If a record holds a picture, drop the picture and return the rest of the record word for word.

The input: Begin

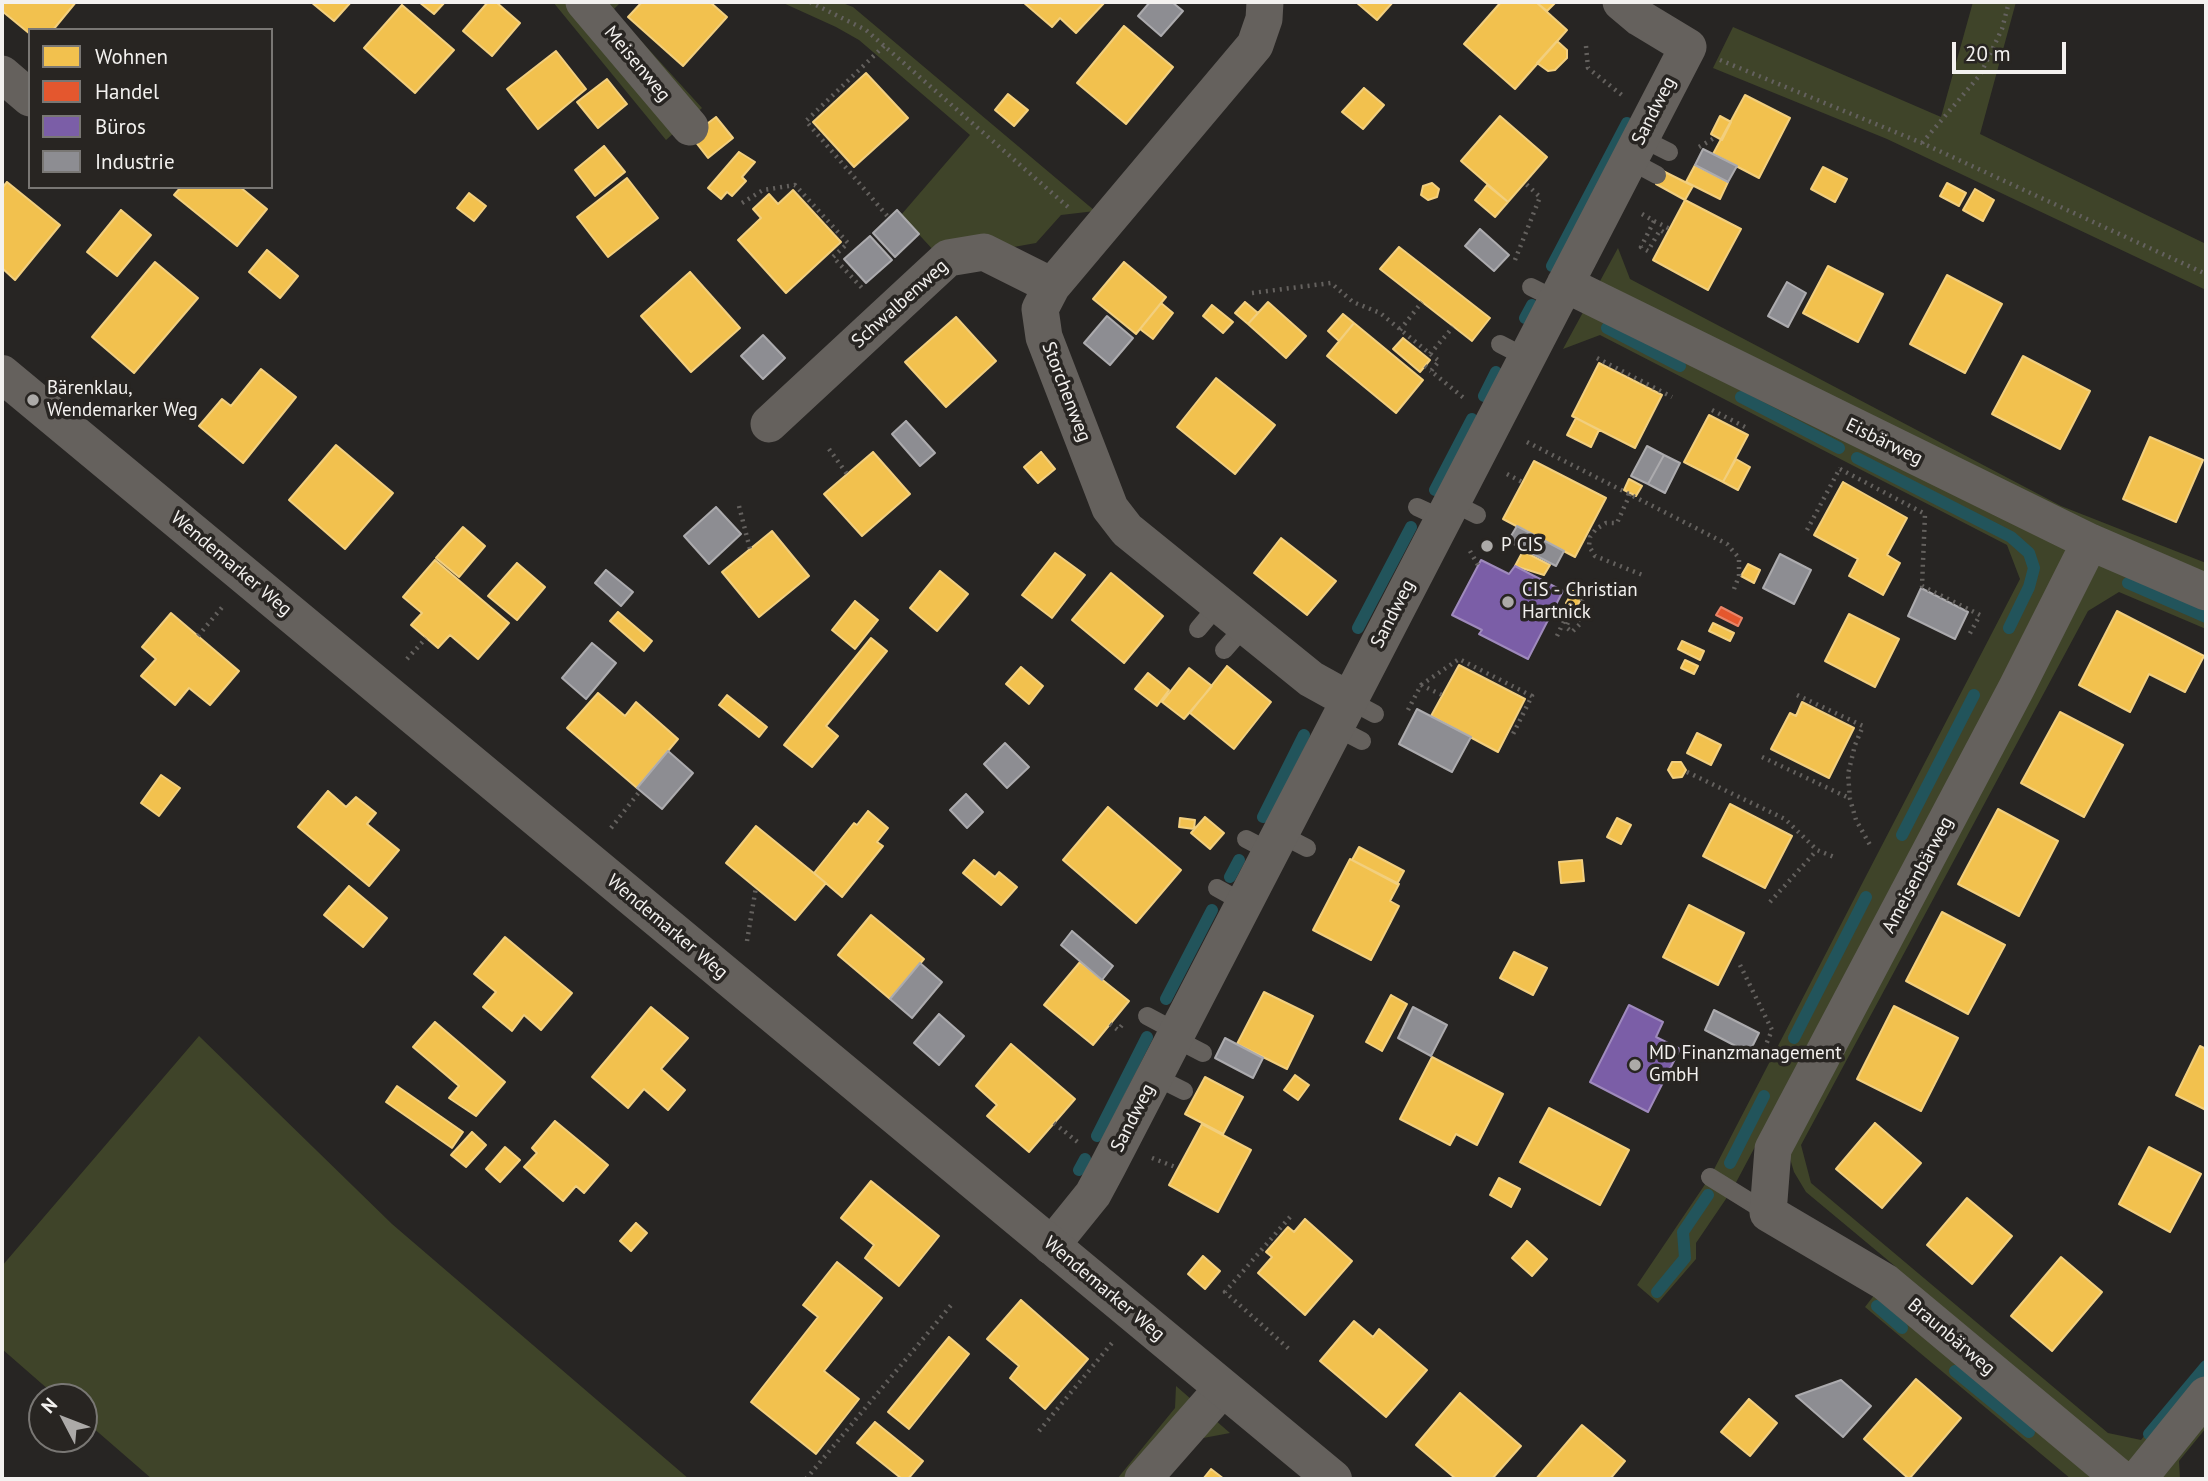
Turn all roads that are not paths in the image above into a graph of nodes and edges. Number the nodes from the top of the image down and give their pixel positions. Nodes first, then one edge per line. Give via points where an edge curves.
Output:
1 (584, 2) edge
2 (1265, 2) edge
3 (1621, 2) edge
4 (2, 74) edge
5 (28, 96) edge
6 (690, 127) dead end
7 (1551, 290) junction
8 (1058, 292) junction
9 (2, 374) edge
10 (769, 424) dead end
11 (2090, 542) junction
12 (2206, 592) edge
13 (1355, 720) junction
14 (1710, 1177) dead end
15 (1768, 1213) junction
16 (1051, 1246) junction
17 (1223, 1388) junction
18 (2206, 1395) edge
19 (1143, 1479) edge
20 (1333, 1479) edge
21 (2121, 1479) edge
22 (2138, 1479) edge

1 - 6 street, Meisenweg
2 - 8 street, Storchenweg via 1261,50 1098,232
3 - 7 street, Sandweg via 1688,47 1652,132
4 - 5 street
7 - 11 street, Eisbärweg via 1861,430
7 - 13 street, Sandweg via 1513,351 1494,419 1447,511
8 - 10 street, Schwalbenweg via 984,252 948,258 925,270 899,294
8 - 13 street, Storchenweg via 1040,309 1044,337 1110,508 1221,627 1311,680
9 - 16 street, Wendemarker Weg
11 - 12 street, Eisbärweg
11 - 15 street, Ameisenbärweg via 1773,1149
13 - 16 street, Sandweg via 1276,843 1231,895 1175,1035 1169,1083 1093,1194
14 - 15 lane
15 - 21 street, Braunbärweg via 1885,1282
16 - 17 street, Wendemarker Weg
17 - 19 street
17 - 20 street, Wendemarker Weg
18 - 22 street

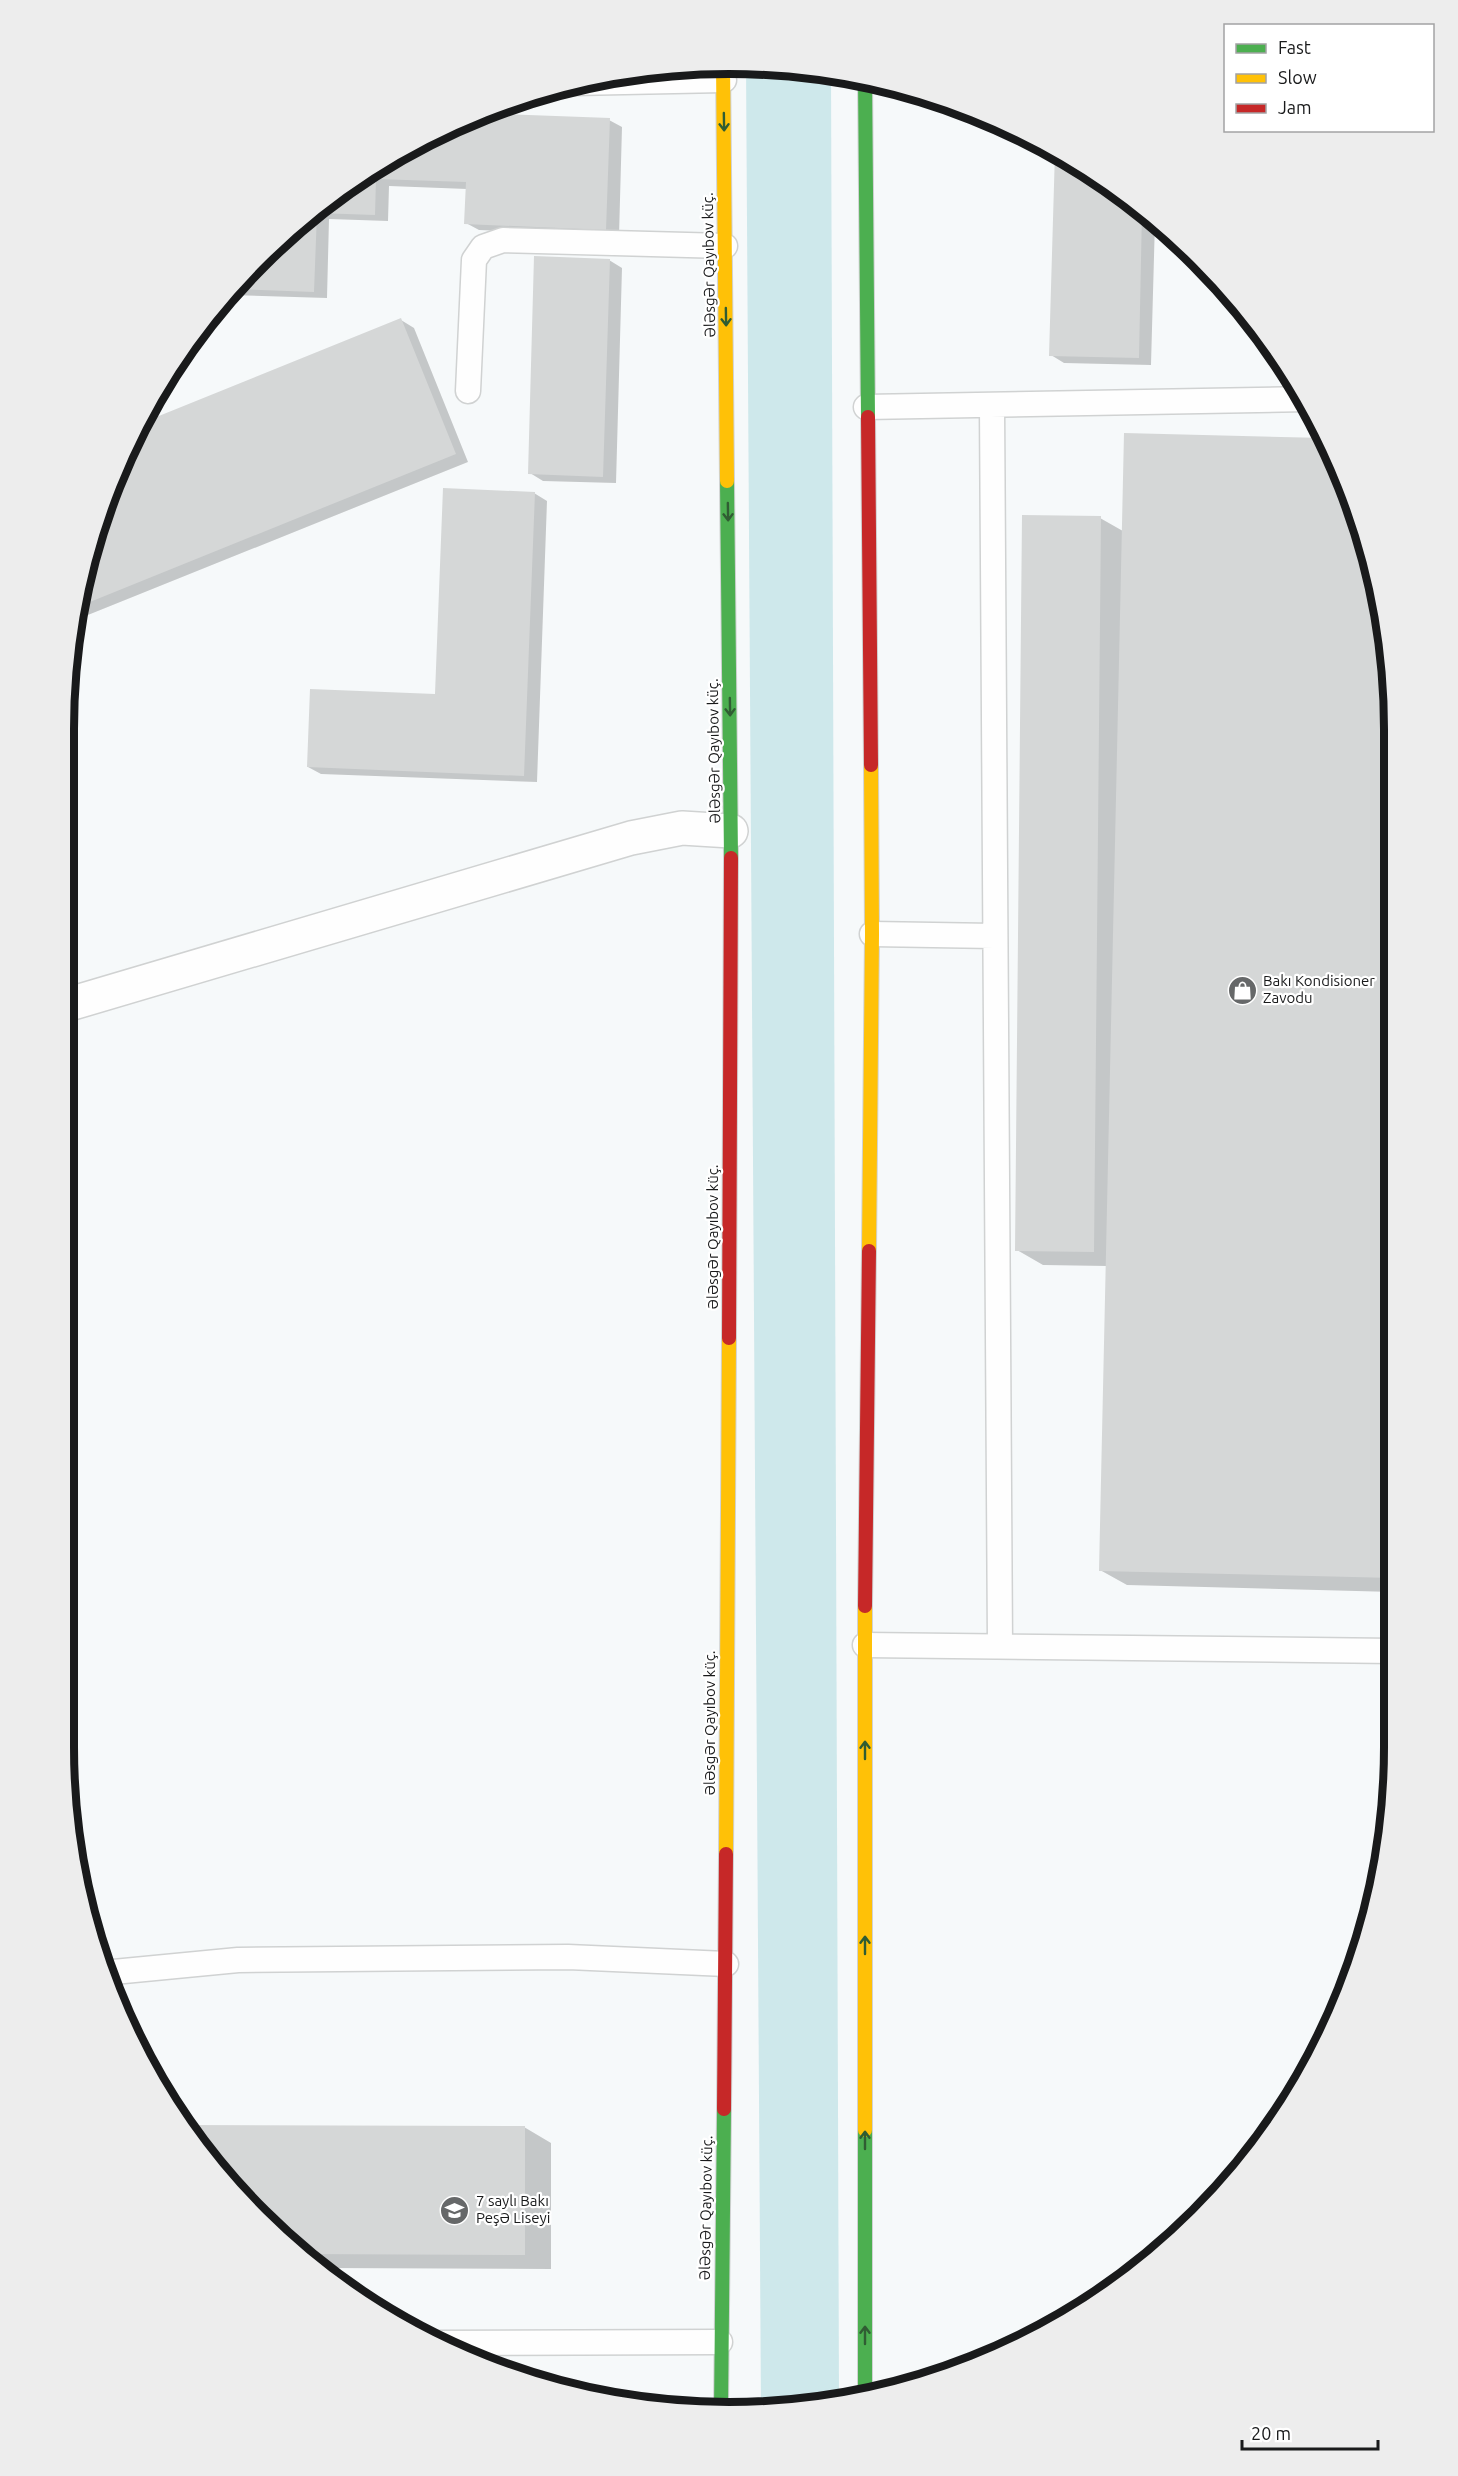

The input: End

_Finished exercise_.
Turn all roads that are not paths in the image above into a graph of nodes and edges. Number the nodes from the top of the image down and give their pixel positions. Nodes first, then one edge per line. Give via points where an edge curves.
Output:
1 (584, 2) edge
2 (1265, 2) edge
3 (1621, 2) edge
4 (2, 74) edge
5 (28, 96) edge
6 (690, 127) dead end
7 (1551, 290) junction
8 (1058, 292) junction
9 (2, 374) edge
10 (769, 424) dead end
11 (2090, 542) junction
12 (2206, 592) edge
13 (1355, 720) junction
14 (1710, 1177) dead end
15 (1768, 1213) junction
16 (1051, 1246) junction
17 (1223, 1388) junction
18 (2206, 1395) edge
19 (1143, 1479) edge
20 (1333, 1479) edge
21 (2121, 1479) edge
22 (2138, 1479) edge

1 - 6 street, Meisenweg
2 - 8 street, Storchenweg via 1261,50 1098,232
3 - 7 street, Sandweg via 1688,47 1652,132
4 - 5 street
7 - 11 street, Eisbärweg via 1861,430
7 - 13 street, Sandweg via 1513,351 1494,419 1447,511
8 - 10 street, Schwalbenweg via 984,252 948,258 925,270 899,294
8 - 13 street, Storchenweg via 1040,309 1044,337 1110,508 1221,627 1311,680
9 - 16 street, Wendemarker Weg
11 - 12 street, Eisbärweg
11 - 15 street, Ameisenbärweg via 1773,1149
13 - 16 street, Sandweg via 1276,843 1231,895 1175,1035 1169,1083 1093,1194
14 - 15 lane
15 - 21 street, Braunbärweg via 1885,1282
16 - 17 street, Wendemarker Weg
17 - 19 street
17 - 20 street, Wendemarker Weg
18 - 22 street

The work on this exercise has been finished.